Every one of these objections is fair. And every one led to a richer equation. Add a carrying capacity K for the prey population and you get the logistic predator-prey model. Add a Holling Type II functional response — the predator's satiation limit — and the dynamics change dramatically; cycles can collapse into stable equilibria, or spiral outward into chaos. Introduce a third species, a competing herbivore perhaps, and you begin to see why real ecosystems are so difficult to manage: the mathematics becomes genuinely unpredictable.

This is the second gift of the Lotka-Volterra framework: it is a gateway, not a destination. Its very failures are pedagogically useful. When the simple model breaks against a real dataset, the breakage tells you something true about the world.

From Biology to Economics

Lotka and Volterra were writing about fish and rabbits. But differential equations do not care what their variables represent. The same mathematical skeleton has been applied to market competition between firms, where one company's growth rate depends on its market share and the existence of a competitor sapping that share. It appears in epidemiology, where susceptible populations are "preyed upon" by infectious agents. It appears in arms race models — Richardson's equations, developed around the same era — where two nations' military spending rates are coupled in almost identical form.

Perhaps most provocatively, economists have applied predator-prey dynamics to the relationship between wages and employment. In the Goodwin model of 1967, workers' share of national income and the employment rate oscillate in a cycle that maps almost exactly onto Lotka-Volterra. Capital "preys" on labour; a thriving labour market pushes up wages until profits are squeezed and investment falls; unemployment rises, wages fall, profits recover, and the cycle begins again. Whether or not you find this politically persuasive, the mathematics is structurally identical to foxes and rabbits.

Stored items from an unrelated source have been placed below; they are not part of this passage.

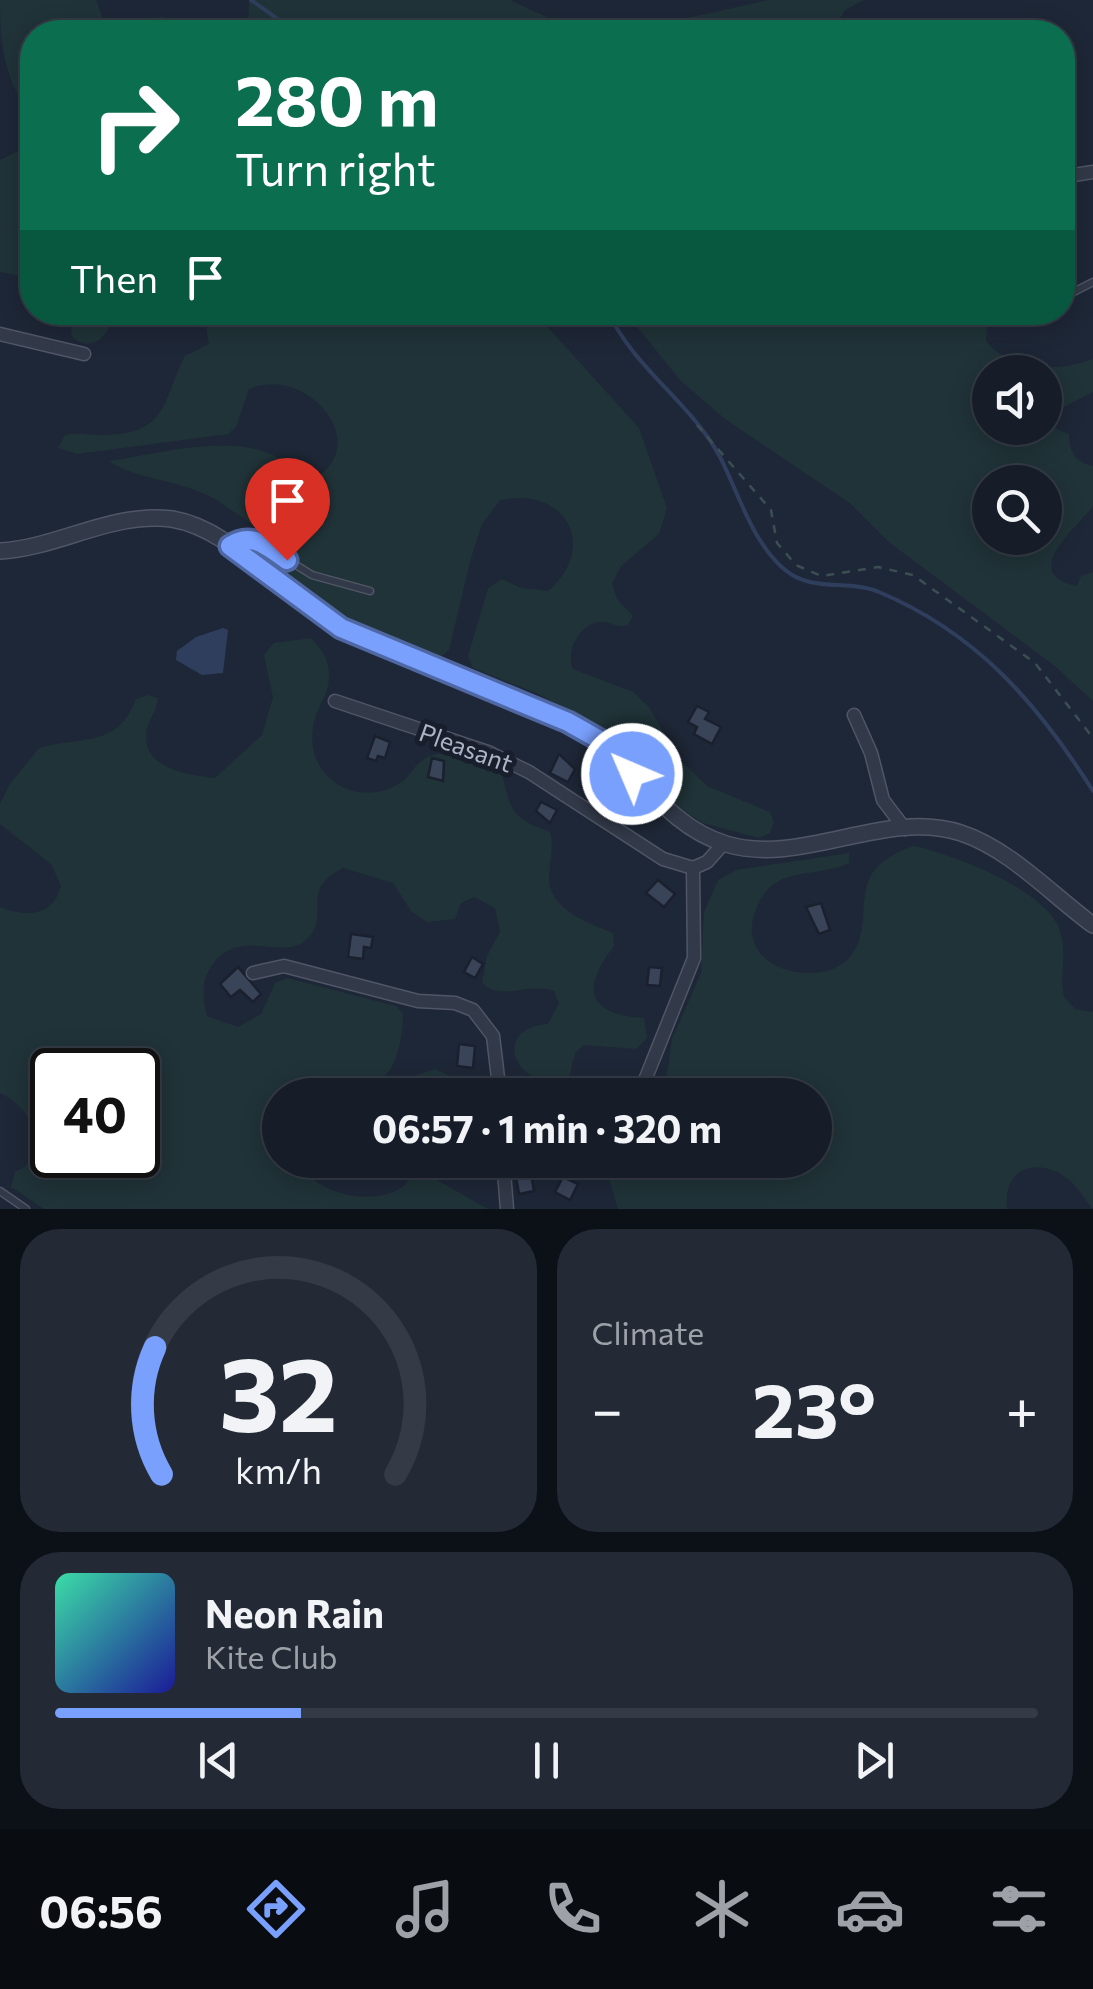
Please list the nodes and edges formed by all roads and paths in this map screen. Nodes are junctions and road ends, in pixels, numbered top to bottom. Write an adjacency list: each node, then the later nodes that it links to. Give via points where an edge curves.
1 (0, 334): 2 (street)
2 (84, 354)
3 (698, 425): 9 (path, via 771,510 777,543 796,566 820,576 878,567 913,575 1035,663)
4 (230, 546): 5 (street, via 190,524 157,518); 6 (lane, via 256,540 312,575); 11 (street, via 341,628 584,730 612,750 672,815)
5 (0, 552)
6 (370, 591)
7 (335, 702): 12 (street, Pleasant, via 488,752 663,859)
8 (854, 715): 10 (street, via 883,800)
9 (1093, 738)
10 (905, 830): 11 (street, via 782,848); 13 (street, via 956,831 985,843)
11 (724, 843): 12 (street)
12 (693, 868): 16 (street, via 694,958)
13 (1093, 925)
14 (252, 972): 15 (street, via 284,966 473,1010 492,1036)
15 (498, 1078)
16 (646, 1078)
17 (505, 1178): 20 (street)
18 (0, 1191): 19 (lane)
19 (26, 1209)
20 (507, 1209)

What Equations Teach Us About Conflict

The deepest lesson of Lotka-Volterra is not about foxes or markets or arms races individually. It is about the nature of dynamic equilibrium itself. We tend to think of balance as stillness — a scale with equal weights that doesn't move. The predator-prey model suggests that real balance is more often a controlled oscillation: systems that look stable from a distance are, up close, perpetually overshooting and correcting.

This matters practically. Conservation biologists who tried to help threatened prey species by culling predators sometimes found that prey populations boomed, then crashed catastrophically — because the oscillation, deprived of its natural structure, flew apart. Economists who assumed markets self-corrected to a stable equilibrium watched the 2008 financial crisis unfold instead.

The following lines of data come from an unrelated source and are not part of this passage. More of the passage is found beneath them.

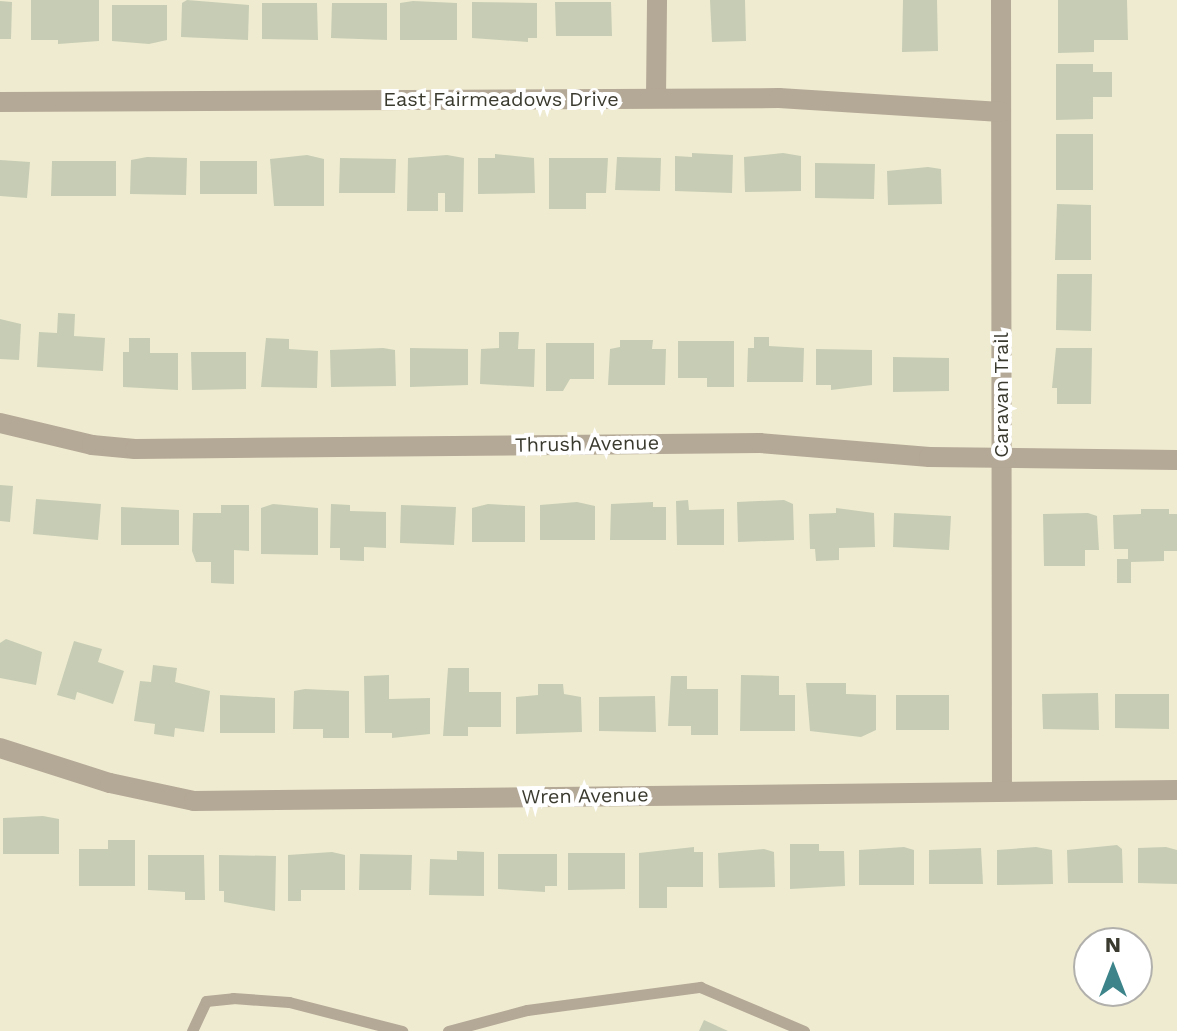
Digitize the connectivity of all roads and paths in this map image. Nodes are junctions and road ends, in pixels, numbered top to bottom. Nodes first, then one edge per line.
1 (657, 0) edge
2 (1001, 0) edge
3 (656, 98) junction
4 (0, 102) edge
5 (1001, 112) junction
6 (0, 423) edge
7 (1001, 457) junction
8 (1177, 460) edge
9 (0, 748) edge
10 (1177, 790) edge
11 (1002, 791) junction
12 (504, 1016) junction
13 (192, 1031) edge
14 (402, 1031) edge
15 (448, 1031) edge
16 (497, 1031) edge
17 (804, 1031) edge

1 - 3 street
2 - 5 street, Caravan Trail
3 - 4 street, East Fairmeadows Drive
3 - 5 street, East Fairmeadows Drive
5 - 7 street, Caravan Trail
6 - 7 street, Thrush Avenue
7 - 8 street, Thrush Avenue
7 - 11 street, Caravan Trail
9 - 11 street, Wren Avenue
10 - 11 street, Wren Avenue
12 - 15 lane
12 - 16 lane
12 - 17 lane
13 - 14 lane

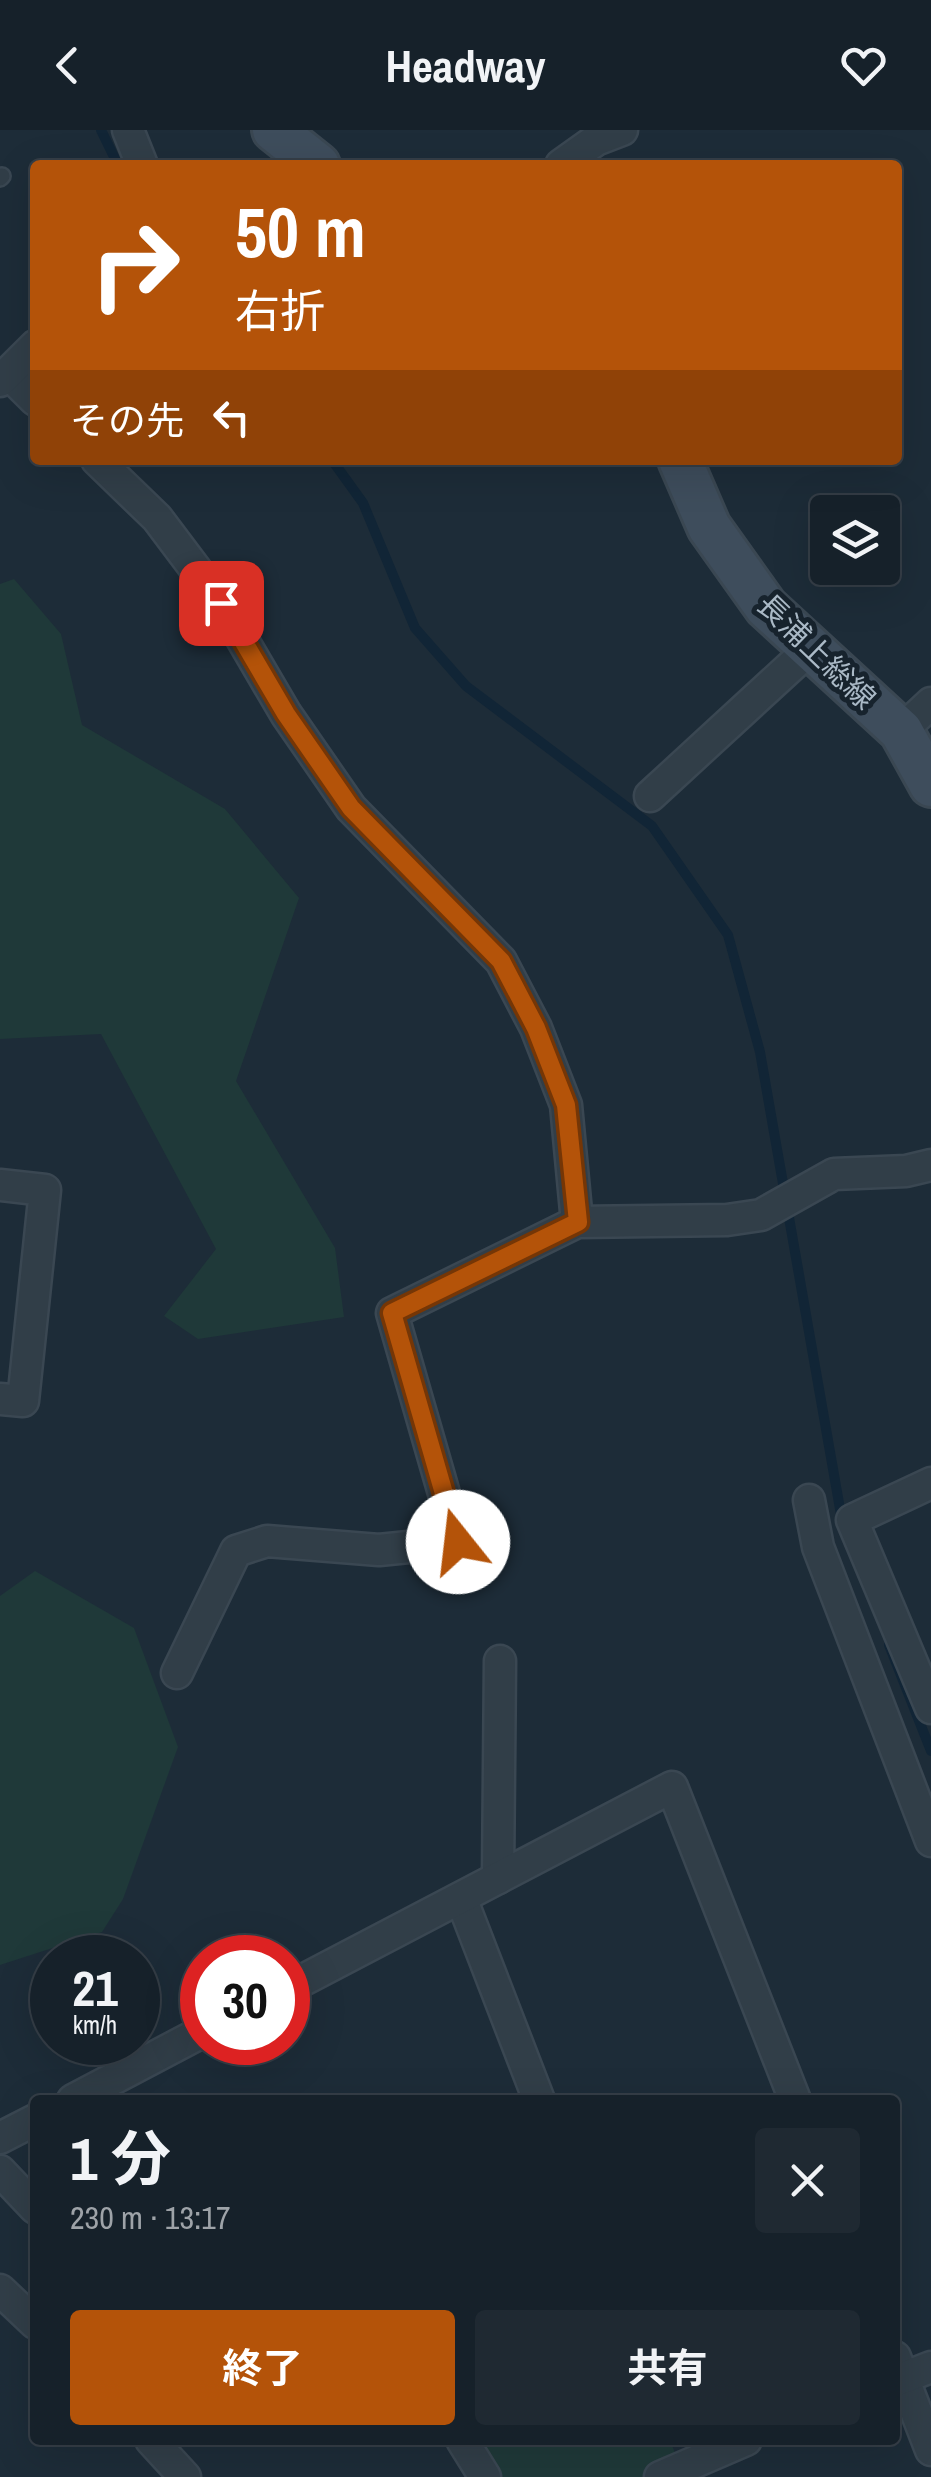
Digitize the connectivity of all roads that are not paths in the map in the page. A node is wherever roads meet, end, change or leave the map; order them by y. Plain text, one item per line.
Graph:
1 (128, 130) edge
2 (274, 130) edge
3 (622, 130) edge
4 (140, 160) edge
5 (312, 160) edge
6 (569, 160) edge
7 (14, 364) edge
8 (30, 391) edge
9 (102, 465) edge
10 (682, 465) edge
11 (812, 647) junction
12 (916, 717) edge
13 (931, 785) edge
14 (650, 796) dead end
15 (931, 1165) edge
16 (0, 1185) edge
17 (578, 1222) junction
18 (0, 1398) edge
19 (931, 1483) edge
20 (810, 1500) dead end
21 (500, 1661) dead end
22 (177, 1673) dead end
23 (931, 1708) edge
24 (931, 1840) edge
25 (498, 1878) junction
26 (461, 1898) junction
27 (310, 1977) edge
28 (180, 2044) edge
29 (82, 2095) edge
30 (537, 2095) edge
31 (792, 2095) edge
32 (30, 2123) edge
33 (0, 2138) edge
34 (0, 2171) edge
35 (30, 2203) edge
36 (0, 2290) edge
37 (30, 2319) edge
38 (906, 2371) edge
39 (155, 2445) edge
40 (465, 2445) edge
41 (731, 2445) edge
42 (931, 2450) edge
43 (673, 2465) edge
44 (184, 2477) edge
45 (485, 2477) edge

1 - 4 street
2 - 5 main road
3 - 6 street
7 - 8 street
9 - 17 street
10 - 11 main road, 長浦上総線
11 - 12 main road, 長浦上総線
11 - 14 street
12 - 13 main road, 長浦上総線
15 - 17 street
16 - 18 street
17 - 22 street
19 - 23 street
20 - 24 street
21 - 25 street
25 - 26 street
25 - 31 street
26 - 27 street
26 - 30 street
28 - 29 street
32 - 33 street
34 - 35 street
36 - 37 street
38 - 42 street
39 - 44 street
40 - 45 street
41 - 43 street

The equations were trying to warn us. Written in 1925 and 1926 by men thinking about tuna and plankton in the Adriatic Sea, they encoded a truth that applies wherever two forces depend on each other for survival: the fight is never over, the balance is never still, and the mathematics was always more honest than the intuition.

Bibliography

Lotka, A. J. (1925). Elements of Physical Biology. Williams & Wilkins.

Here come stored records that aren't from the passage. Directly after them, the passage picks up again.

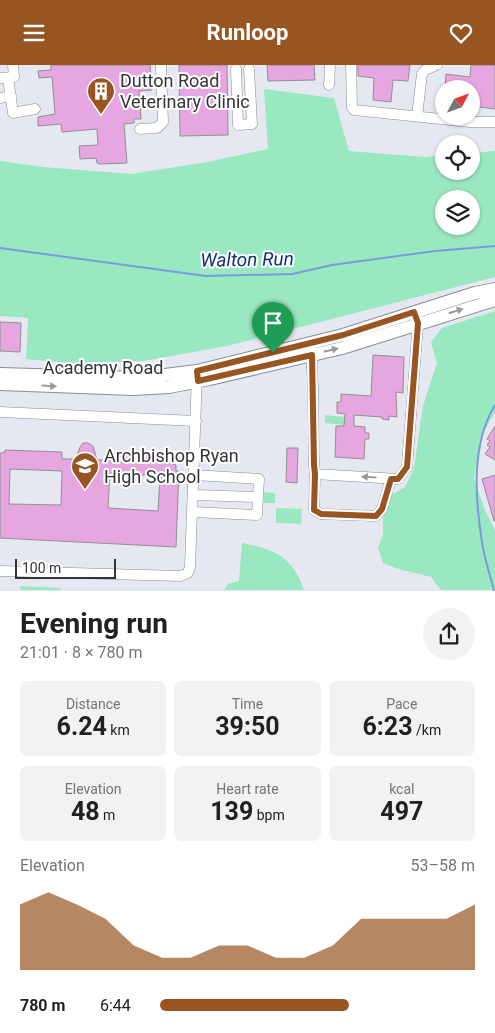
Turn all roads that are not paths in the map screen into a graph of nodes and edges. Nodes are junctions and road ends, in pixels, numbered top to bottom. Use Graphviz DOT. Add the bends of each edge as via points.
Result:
graph roads {
  1 [pos="13,65"];
  2 [pos="161,65"];
  3 [pos="330,65"];
  4 [pos="351,65"];
  5 [pos="437,65"];
  6 [pos="236,67"];
  7 [pos="249,67"];
  8 [pos="4,78"];
  9 [pos="329,85"];
  10 [pos="5,97"];
  11 [pos="35,109"];
  12 [pos="417,117"];
  13 [pos="495,122"];
  14 [pos="140,129"];
  15 [pos="495,289"];
  16 [pos="495,300"];
  17 [pos="416,317"];
  18 [pos="311,349"];
  19 [pos="0,374"];
  20 [pos="197,376"];
  21 [pos="0,384"];
  22 [pos="0,412"];
  23 [pos="196,421"];
  24 [pos="315,474"];
  25 [pos="194,475"];
  26 [pos="391,479"];
  27 [pos="193,495"];
  28 [pos="258,497"];
  29 [pos="193,512"];
  30 [pos="0,571"];
  1 -- 8 [label="lane" via="14,77"];
  2 -- 14 [label="lane" via="162,122 157,129"];
  3 -- 9 [label="lane"];
  4 -- 12 [label="lane" via="354,111"];
  5 -- 12 [label="lane" via="422,74"];
  6 -- 7 [label="lane"];
  6 -- 7 [label="lane" via="238,125 252,125"];
  8 -- 10 [label="lane"];
  10 -- 11 [label="lane" via="13,113"];
  12 -- 13 [label="lane"];
  15 -- 17 [label="main road, Academy Road" via="475,293"];
  17 -- 16 [label="main road, Academy Road, one-way"];
  17 -- 18 [label="main road, Academy Road" via="343,335"];
  17 -- 26 [label="lane" via="407,467 398,479"];
  18 -- 20 [label="main road, Academy Road"];
  18 -- 24 [label="lane"];
  19 -- 20 [label="main road, Academy Road" via="141,378"];
  21 -- 20 [label="main road, Academy Road, one-way" via="133,389 169,387"];
  20 -- 23 [label="lane"];
  22 -- 23 [label="lane"];
  23 -- 25 [label="lane"];
  26 -- 24 [label="lane, one-way"];
  24 -- 26 [label="lane" via="314,510 321,514 376,516 382,509"];
  25 -- 27 [label="lane"];
  25 -- 28 [label="lane" via="258,479"];
  27 -- 28 [label="lane"];
  27 -- 29 [label="lane"];
  28 -- 29 [label="lane" via="257,515"];
  29 -- 30 [label="lane" via="190,567 188,573 181,576"];
}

Volterra, V. (1926). Fluctuations in the abundance of a species considered mathematically. Nature, 118(2972), 558–560.

May, R. M. (1973). Stability and Complexity in Model Ecosystems. Princeton University Press.

Holling, C. S. (1959). The components of predation as revealed by a study of small-mammal predation of the European pine sawfly. The Canadian Entomologist, 91(5), 293–320.

Goodwin, R. M. (1967). A growth cycle. In C. H. Feinstein (Ed.), Socialism, Capitalism and Economic Growth. Cambridge University Press, 54–58.

Richardson, L. F. (1960). Arms and Insecurity: A Mathematical Study of the Causes and Origins of War. Boxwood Press.

Strogatz, S. H. (1994). Nonlinear Dynamics and Chaos: With Applications to Physics, Biology, Chemistry, and Engineering. Addison-Wesley.

Murray, J. D. (2002). Mathematical Biology I: An Introduction (3rd ed.). Springer.

Berryman, A. A. (1992). The origins and evolution of predator-prey theory. Ecology, 73(5), 1530–1535.

Boyce, W. E., & DiPrima, R. C. (2012). Elementary Differential Equations and Boundary Value Problems (10th ed.). Wiley.